Details include blotches to the animals, meticulously recorded by the artist
"Often I return to the site with my half-completed painting to compare colours and overall appearance of my rendition to the original on the rock," says Bassett. "All paint marks on the rock that are within the frame of reference of the chosen scene must be recorded. All marks must be acknowledged and recorded.
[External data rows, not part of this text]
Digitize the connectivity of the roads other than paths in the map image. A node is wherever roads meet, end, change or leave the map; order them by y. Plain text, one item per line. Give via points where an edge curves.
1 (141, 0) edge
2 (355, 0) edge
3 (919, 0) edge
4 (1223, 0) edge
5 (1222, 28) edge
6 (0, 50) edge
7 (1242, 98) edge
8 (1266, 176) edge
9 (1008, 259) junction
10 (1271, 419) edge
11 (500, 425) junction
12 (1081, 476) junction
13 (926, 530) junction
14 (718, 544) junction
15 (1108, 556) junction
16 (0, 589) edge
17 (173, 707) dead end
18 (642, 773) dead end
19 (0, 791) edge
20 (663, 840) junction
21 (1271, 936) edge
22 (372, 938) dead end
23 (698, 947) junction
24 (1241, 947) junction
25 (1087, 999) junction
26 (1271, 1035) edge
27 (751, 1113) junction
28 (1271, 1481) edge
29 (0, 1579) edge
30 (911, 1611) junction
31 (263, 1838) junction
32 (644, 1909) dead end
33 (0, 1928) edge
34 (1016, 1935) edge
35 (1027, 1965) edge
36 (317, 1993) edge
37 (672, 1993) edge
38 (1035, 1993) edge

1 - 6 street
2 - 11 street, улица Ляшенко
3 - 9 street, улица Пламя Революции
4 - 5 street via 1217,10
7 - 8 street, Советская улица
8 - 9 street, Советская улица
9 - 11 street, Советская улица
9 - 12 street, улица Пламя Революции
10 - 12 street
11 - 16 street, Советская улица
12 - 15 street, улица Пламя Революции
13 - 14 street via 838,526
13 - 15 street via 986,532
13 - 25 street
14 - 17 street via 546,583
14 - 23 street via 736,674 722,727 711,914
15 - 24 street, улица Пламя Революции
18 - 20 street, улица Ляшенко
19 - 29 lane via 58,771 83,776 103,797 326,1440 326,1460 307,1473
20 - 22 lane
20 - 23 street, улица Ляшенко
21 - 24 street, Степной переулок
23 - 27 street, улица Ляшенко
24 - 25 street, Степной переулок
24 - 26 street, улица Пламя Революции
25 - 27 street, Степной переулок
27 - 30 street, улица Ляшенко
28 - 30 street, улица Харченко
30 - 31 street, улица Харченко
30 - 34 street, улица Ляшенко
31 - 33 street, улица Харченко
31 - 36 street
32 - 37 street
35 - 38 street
The final product must be the next best thing to the original on the rock, a kind of historical document of what has been deciphered from the rock face."
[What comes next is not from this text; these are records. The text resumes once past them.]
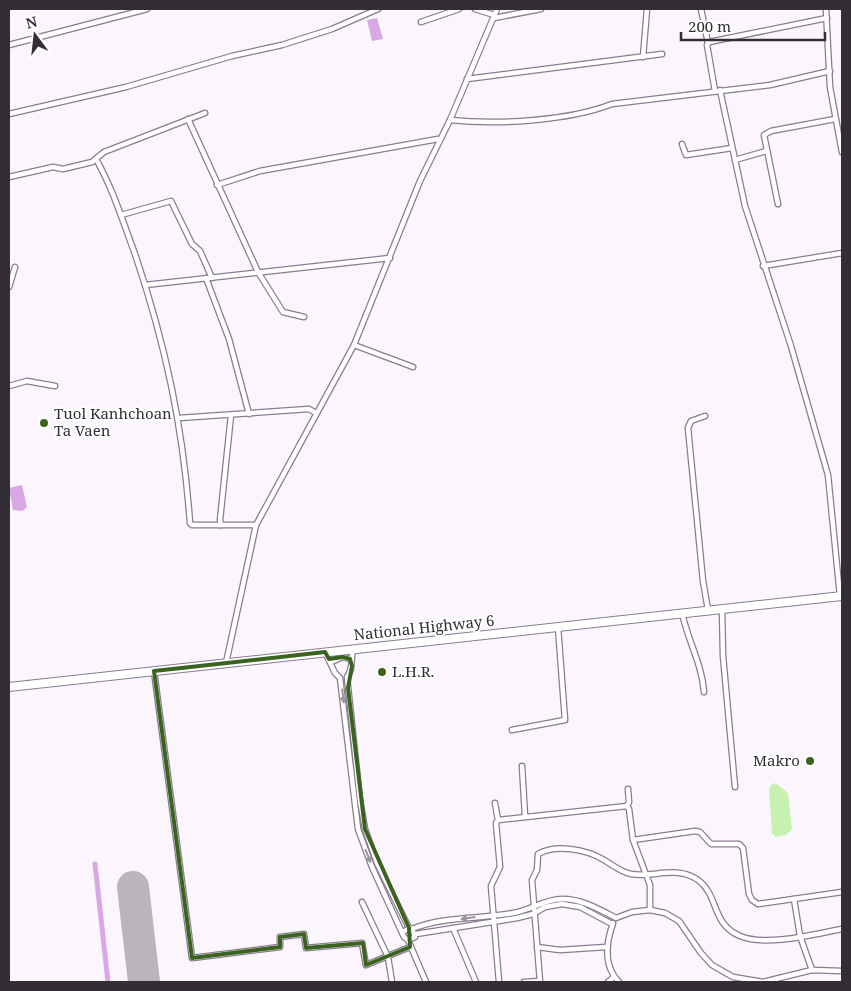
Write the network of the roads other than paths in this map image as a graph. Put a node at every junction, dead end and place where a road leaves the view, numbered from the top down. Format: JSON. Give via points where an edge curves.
{"nodes":[{"id":1,"x":147,"y":9,"type":"edge"},
{"id":2,"x":378,"y":9,"type":"edge"},
{"id":3,"x":459,"y":9,"type":"edge"},
{"id":4,"x":475,"y":9,"type":"edge"},
{"id":5,"x":497,"y":9,"type":"edge"},
{"id":6,"x":541,"y":9,"type":"edge"},
{"id":7,"x":647,"y":9,"type":"edge"},
{"id":8,"x":702,"y":9,"type":"edge"},
{"id":9,"x":826,"y":9,"type":"edge"},
{"id":10,"x":494,"y":16,"type":"junction"},
{"id":11,"x":827,"y":18,"type":"junction"},
{"id":12,"x":421,"y":22,"type":"dead end"},
{"id":13,"x":708,"y":43,"type":"junction"},
{"id":14,"x":9,"y":45,"type":"edge"},
{"id":15,"x":662,"y":54,"type":"dead end"},
{"id":16,"x":643,"y":57,"type":"junction"},
{"id":17,"x":830,"y":72,"type":"junction"},
{"id":18,"x":467,"y":79,"type":"junction"},
{"id":19,"x":718,"y":90,"type":"junction"},
{"id":20,"x":205,"y":113,"type":"dead end"},
{"id":21,"x":9,"y":114,"type":"edge"},
{"id":22,"x":188,"y":119,"type":"junction"},
{"id":23,"x":835,"y":119,"type":"junction"},
{"id":24,"x":450,"y":120,"type":"junction"},
{"id":25,"x":438,"y":139,"type":"junction"},
{"id":26,"x":682,"y":144,"type":"dead end"},
{"id":27,"x":732,"y":148,"type":"junction"},
{"id":28,"x":766,"y":151,"type":"junction"},
{"id":29,"x":842,"y":152,"type":"edge"},
{"id":30,"x":96,"y":159,"type":"junction"},
{"id":31,"x":735,"y":160,"type":"junction"},
{"id":32,"x":9,"y":177,"type":"edge"},
{"id":33,"x":217,"y":184,"type":"junction"},
{"id":34,"x":778,"y":204,"type":"dead end"},
{"id":35,"x":121,"y":215,"type":"junction"},
{"id":36,"x":842,"y":253,"type":"edge"},
{"id":37,"x":390,"y":258,"type":"junction"},
{"id":38,"x":763,"y":266,"type":"junction"},
{"id":39,"x":15,"y":267,"type":"dead end"},
{"id":40,"x":258,"y":272,"type":"junction"},
{"id":41,"x":209,"y":278,"type":"junction"},
{"id":42,"x":145,"y":285,"type":"junction"},
{"id":43,"x":9,"y":287,"type":"edge"},
{"id":44,"x":304,"y":317,"type":"dead end"},
{"id":45,"x":354,"y":345,"type":"junction"},
{"id":46,"x":413,"y":367,"type":"dead end"},
{"id":47,"x":9,"y":386,"type":"edge"},
{"id":48,"x":55,"y":386,"type":"dead end"},
{"id":49,"x":316,"y":413,"type":"junction"},
{"id":50,"x":249,"y":414,"type":"junction"},
{"id":51,"x":231,"y":415,"type":"junction"},
{"id":52,"x":705,"y":416,"type":"dead end"},
{"id":53,"x":179,"y":418,"type":"junction"},
{"id":54,"x":221,"y":525,"type":"junction"},
{"id":55,"x":256,"y":525,"type":"junction"},
{"id":56,"x":841,"y":596,"type":"edge"},
{"id":57,"x":722,"y":609,"type":"junction"},
{"id":58,"x":708,"y":610,"type":"junction"},
{"id":59,"x":682,"y":613,"type":"junction"},
{"id":60,"x":558,"y":627,"type":"junction"},
{"id":61,"x":353,"y":650,"type":"junction"},
{"id":62,"x":325,"y":652,"type":"junction"},
{"id":63,"x":350,"y":659,"type":"junction"},
{"id":64,"x":331,"y":662,"type":"junction"},
{"id":65,"x":226,"y":663,"type":"junction"},
{"id":66,"x":154,"y":671,"type":"junction"},
{"id":67,"x":9,"y":687,"type":"edge"},
{"id":68,"x":704,"y":692,"type":"dead end"},
{"id":69,"x":512,"y":730,"type":"dead end"},
{"id":70,"x":522,"y":766,"type":"dead end"},
{"id":71,"x":735,"y":787,"type":"dead end"},
{"id":72,"x":628,"y":788,"type":"dead end"},
{"id":73,"x":494,"y":803,"type":"dead end"},
{"id":74,"x":627,"y":806,"type":"junction"},
{"id":75,"x":525,"y":816,"type":"junction"},
{"id":76,"x":498,"y":820,"type":"junction"},
{"id":77,"x":358,"y":829,"type":"junction"},
{"id":78,"x":365,"y":829,"type":"junction"},
{"id":79,"x":633,"y":840,"type":"junction"},
{"id":80,"x":646,"y":876,"type":"junction"},
{"id":81,"x":842,"y":892,"type":"edge"},
{"id":82,"x":794,"y":899,"type":"junction"},
{"id":83,"x":362,"y":902,"type":"dead end"},
{"id":84,"x":533,"y":908,"type":"junction"},
{"id":85,"x":650,"y":910,"type":"junction"},
{"id":86,"x":534,"y":914,"type":"junction"},
{"id":87,"x":494,"y":915,"type":"junction"},
{"id":88,"x":616,"y":918,"type":"junction"},
{"id":89,"x":494,"y":923,"type":"junction"},
{"id":90,"x":612,"y":924,"type":"junction"},
{"id":91,"x":411,"y":928,"type":"junction"},
{"id":92,"x":453,"y":928,"type":"junction"},
{"id":93,"x":842,"y":929,"type":"edge"},
{"id":94,"x":403,"y":932,"type":"junction"},
{"id":95,"x":416,"y":934,"type":"junction"},
{"id":96,"x":800,"y":936,"type":"junction"},
{"id":97,"x":408,"y":940,"type":"junction"},
{"id":98,"x":410,"y":947,"type":"junction"},
{"id":99,"x":537,"y":947,"type":"junction"},
{"id":100,"x":606,"y":947,"type":"junction"},
{"id":101,"x":388,"y":957,"type":"junction"},
{"id":102,"x":812,"y":970,"type":"junction"},
{"id":103,"x":842,"y":971,"type":"edge"},
{"id":104,"x":614,"y":977,"type":"junction"},
{"id":105,"x":539,"y":981,"type":"edge"},
{"id":106,"x":392,"y":982,"type":"edge"},
{"id":107,"x":426,"y":982,"type":"edge"},
{"id":108,"x":476,"y":982,"type":"edge"},
{"id":109,"x":499,"y":982,"type":"edge"},
{"id":110,"x":524,"y":982,"type":"edge"},
{"id":111,"x":608,"y":982,"type":"edge"},
{"id":112,"x":619,"y":982,"type":"edge"},
{"id":113,"x":763,"y":982,"type":"edge"}],
"edges":[{"from":1,"to":14,"type":"street"},
{"from":2,"to":21,"type":"street","via":[[332,29],[282,45]]},
{"from":3,"to":12,"type":"street"},
{"from":4,"to":10,"type":"street"},
{"from":5,"to":10,"type":"street"},
{"from":6,"to":10,"type":"street"},
{"from":7,"to":16,"type":"street"},
{"from":8,"to":13,"type":"street"},
{"from":9,"to":11,"type":"street"},
{"from":10,"to":18,"type":"street"},
{"from":11,"to":13,"type":"street"},
{"from":11,"to":17,"type":"street"},
{"from":13,"to":19,"type":"street"},
{"from":15,"to":16,"type":"street"},
{"from":16,"to":18,"type":"street"},
{"from":17,"to":19,"type":"street","via":[[770,85]]},
{"from":17,"to":23,"type":"street"},
{"from":18,"to":24,"type":"street"},
{"from":19,"to":24,"type":"street","via":[[494,124]]},
{"from":19,"to":27,"type":"street"},
{"from":20,"to":22,"type":"street"},
{"from":22,"to":30,"type":"street","via":[[104,152]]},
{"from":22,"to":33,"type":"street"},
{"from":23,"to":28,"type":"street","via":[[770,131],[764,135]]},
{"from":23,"to":29,"type":"street"},
{"from":24,"to":25,"type":"street"},
{"from":25,"to":33,"type":"street","via":[[260,172]]},
{"from":25,"to":37,"type":"street"},
{"from":26,"to":27,"type":"street","via":[[686,155]]},
{"from":27,"to":31,"type":"street"},
{"from":28,"to":31,"type":"street"},
{"from":28,"to":34,"type":"street"},
{"from":30,"to":32,"type":"street"},
{"from":30,"to":35,"type":"street"},
{"from":31,"to":38,"type":"street"},
{"from":33,"to":40,"type":"street"},
{"from":35,"to":41,"type":"street","via":[[172,200],[192,244],[200,251]]},
{"from":35,"to":42,"type":"street"},
{"from":36,"to":38,"type":"street"},
{"from":37,"to":40,"type":"street"},
{"from":37,"to":45,"type":"street"},
{"from":38,"to":56,"type":"street","via":[[791,346],[828,475]]},
{"from":39,"to":43,"type":"street"},
{"from":40,"to":41,"type":"street"},
{"from":40,"to":44,"type":"street","via":[[283,312]]},
{"from":41,"to":42,"type":"street"},
{"from":41,"to":50,"type":"street"},
{"from":42,"to":53,"type":"street","via":[[166,356]]},
{"from":45,"to":46,"type":"street"},
{"from":45,"to":49,"type":"street"},
{"from":47,"to":48,"type":"street","via":[[27,381]]},
{"from":49,"to":50,"type":"street","via":[[309,409]]},
{"from":49,"to":55,"type":"street"},
{"from":50,"to":51,"type":"street"},
{"from":51,"to":53,"type":"street"},
{"from":51,"to":54,"type":"street"},
{"from":52,"to":58,"type":"street","via":[[691,421],[688,428]]},
{"from":53,"to":54,"type":"street","via":[[190,523]]},
{"from":54,"to":55,"type":"street"},
{"from":55,"to":65,"type":"street"},
{"from":56,"to":57,"type":"highway","name":"National Highway 6"},
{"from":57,"to":58,"type":"highway","name":"National Highway 6"},
{"from":57,"to":71,"type":"street"},
{"from":58,"to":59,"type":"highway","name":"National Highway 6"},
{"from":59,"to":60,"type":"highway","name":"National Highway 6"},
{"from":59,"to":68,"type":"street","via":[[701,668]]},
{"from":60,"to":61,"type":"highway","name":"National Highway 6"},
{"from":60,"to":69,"type":"street","via":[[565,720]]},
{"from":61,"to":62,"type":"highway","name":"National Highway 6"},
{"from":61,"to":63,"type":"street"},
{"from":62,"to":64,"type":"street"},
{"from":62,"to":65,"type":"highway","name":"National Highway 6"},
{"from":63,"to":64,"type":"street","via":[[343,657]]},
{"from":63,"to":78,"type":"street","via":[[348,688]]},
{"from":64,"to":77,"type":"street","one_way":true,"via":[[340,678]]},
{"from":65,"to":66,"type":"highway","name":"National Highway 6"},
{"from":66,"to":67,"type":"highway","name":"National Highway 6"},
{"from":66,"to":101,"type":"street","via":[[192,958],[280,947],[280,937],[304,934],[306,948],[362,943],[366,965]]},
{"from":70,"to":75,"type":"street"},
{"from":72,"to":74,"type":"street"},
{"from":73,"to":76,"type":"street"},
{"from":74,"to":75,"type":"street"},
{"from":74,"to":79,"type":"street"},
{"from":75,"to":76,"type":"street"},
{"from":76,"to":87,"type":"street","via":[[500,867],[491,886]]},
{"from":77,"to":78,"type":"street"},
{"from":77,"to":94,"type":"street","one_way":true},
{"from":78,"to":91,"type":"street","via":[[377,864]]},
{"from":79,"to":80,"type":"street"},
{"from":79,"to":82,"type":"street","via":[[695,831],[711,844],[739,844],[743,848],[752,900],[758,904]]},
{"from":80,"to":84,"type":"street","via":[[629,874],[602,858],[577,850],[544,851],[538,854],[537,870],[532,880]]},
{"from":80,"to":85,"type":"street","via":[[650,885]]},
{"from":80,"to":96,"type":"street","via":[[670,872],[697,880],[706,889],[718,918],[740,936],[758,940]]},
{"from":81,"to":82,"type":"street"},
{"from":82,"to":96,"type":"street"},
{"from":83,"to":101,"type":"street"},
{"from":84,"to":86,"type":"street"},
{"from":84,"to":87,"type":"street"},
{"from":84,"to":88,"type":"street","via":[[561,899],[580,902]]},
{"from":85,"to":88,"type":"street"},
{"from":85,"to":113,"type":"street","via":[[665,913],[679,921],[712,965],[734,977]]},
{"from":86,"to":89,"type":"street"},
{"from":86,"to":90,"type":"street","via":[[545,907],[562,904],[580,907]]},
{"from":86,"to":99,"type":"street"},
{"from":87,"to":89,"type":"street"},
{"from":87,"to":91,"type":"street","one_way":true},
{"from":88,"to":90,"type":"street"},
{"from":89,"to":92,"type":"street"},
{"from":89,"to":109,"type":"street"},
{"from":90,"to":100,"type":"street"},
{"from":91,"to":94,"type":"street"},
{"from":91,"to":95,"type":"street"},
{"from":92,"to":95,"type":"street"},
{"from":92,"to":108,"type":"street"},
{"from":93,"to":96,"type":"street"},
{"from":94,"to":97,"type":"street"},
{"from":95,"to":97,"type":"street","via":[[414,939]]},
{"from":96,"to":102,"type":"street"},
{"from":97,"to":98,"type":"street"},
{"from":98,"to":101,"type":"street"},
{"from":98,"to":107,"type":"street"},
{"from":99,"to":100,"type":"street","via":[[560,950]]},
{"from":99,"to":105,"type":"street"},
{"from":100,"to":104,"type":"street"},
{"from":101,"to":106,"type":"street"},
{"from":102,"to":103,"type":"street"},
{"from":102,"to":113,"type":"street"},
{"from":104,"to":111,"type":"street"},
{"from":104,"to":112,"type":"street"},
{"from":105,"to":110,"type":"street"}]}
His paintings have brief notes or paint blotches around the edges which don't distract from the work, but help to guide him as to colour and markings on the original.
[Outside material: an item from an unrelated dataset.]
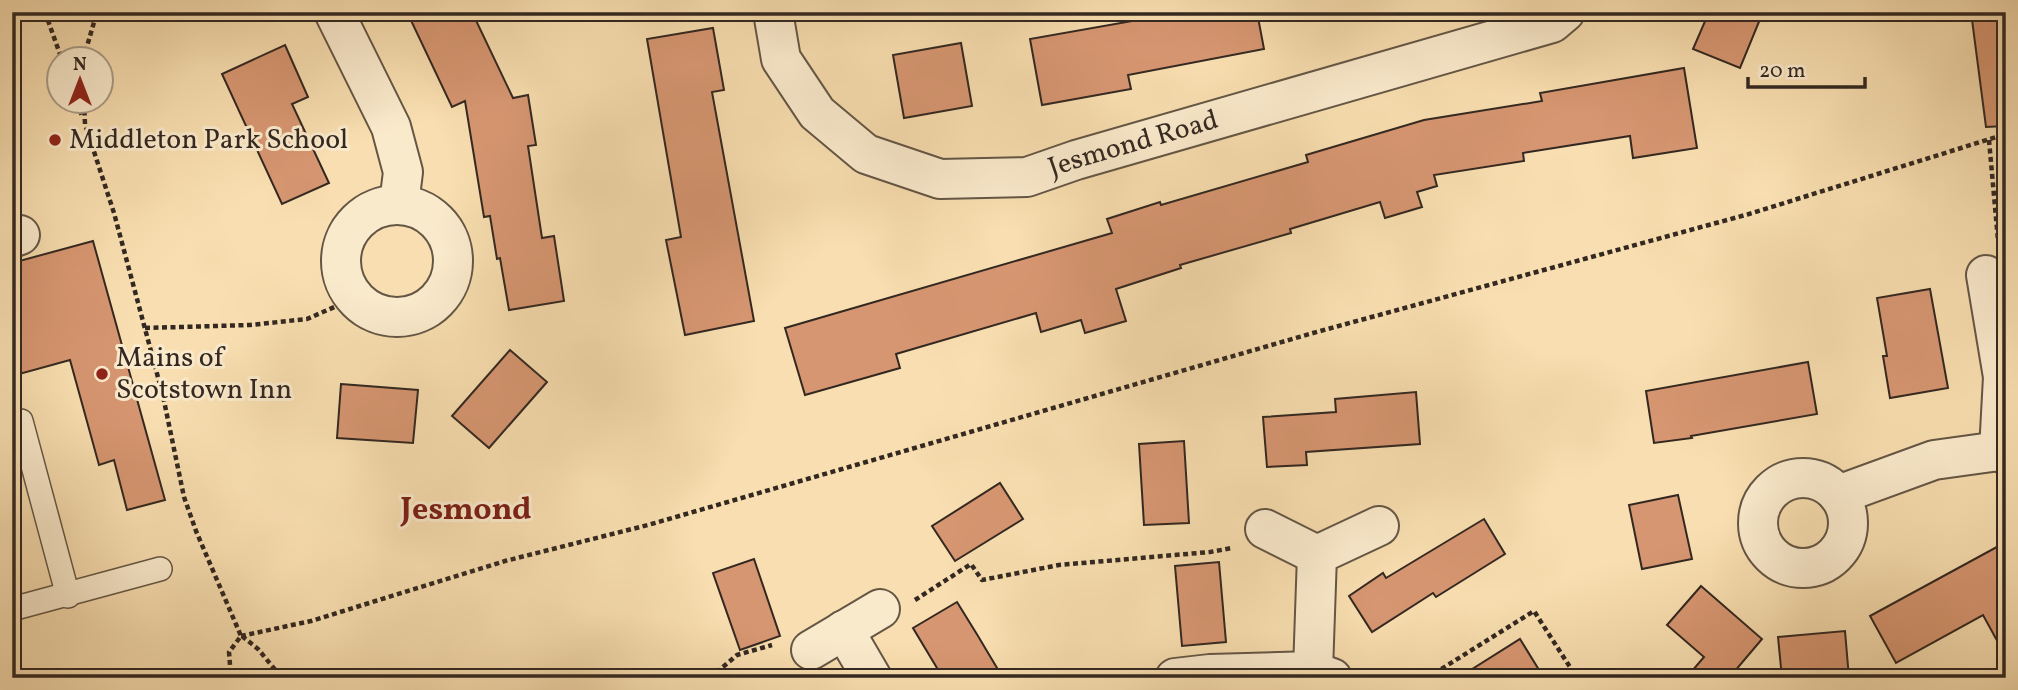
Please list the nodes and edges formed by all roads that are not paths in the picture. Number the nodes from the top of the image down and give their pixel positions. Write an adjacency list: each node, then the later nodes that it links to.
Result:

And he has the full endorsement of Dr Benjamin Smith, the director of the Rock Art Research Institute at the University of the Witwatersrand, and Lewis-Williams, who describes the work as "wonderful" and "very special".
"You must either do the work accurately or not at all," says Lewis-Williams.
Smith says: "This is an artist like no other; he bleeds for his art," referring to the fact that Bassett has used his own blood in his paint mixes.
The exhibition has a case displaying his tools, the first time they have been on show.
Apprentice to uncle
Bassett says he was an apprentice to his uncle, "Ginger" Townley Johnson, who took his teenage nephew with him on expeditions to trace and copy with Indian ink Bushmen paintings, then recreate them back at home.
Paint-making implements created and used by the artist
Bassett graduated from the University of Cape Town in the late 1970s with a degree in economics and psychology and went to work in the corporate world in Johannesburg.
But by 1990 he'd left his job to pursue his career as an artist, in a "leap of faith, to start from scratch", he says. He discarded his uncle's modern paints and brushes, knowing that he had to use what the Bushmen would have used.
And while he established himself in the art world, he had to take on jobs in restaurants and building sites, even one designing mobile toilets, to keep himself going.
"It's been a long road," he says. In 2002, he moved to a farm in the Eastern Cape, from where he could study the paintings around him more intensely. "The pull was too strong."
He still lives there.
Landscapes and commissions
Bassett doesn't only do Bushman art - he produces landscapes and takes on commissions from local farmers, who, he says with a mischievous smile, can be very exacting in what they want.
Townley Bassett reproduces the Bushmen art in rich colour, showing what they would have looked like originally
When asked to paint their prize sheep and bulls, he has to be careful to depict them as fat and healthy, although they might not be quite so large in real life. They don't want pictures of their wives, he says, just their animals.
His latest venture is his Dreamline paintings. "I decided to listen to my inner voice and tell my own story. These paintings follow my footsteps and journey through the landscape."
A book has been produced to accompany the exhibition - Reservoirs of potency - the documentary paintings of Stephen Townley Bassett. In 2002, he published another book, Rock paintings of South Africa - revealing a legacy.
"It has been an extraordinary journey," he exclaims. Bassett is keen for the exhibition to travel, around South Africa and overseas, on perhaps an equally extraordinary journey.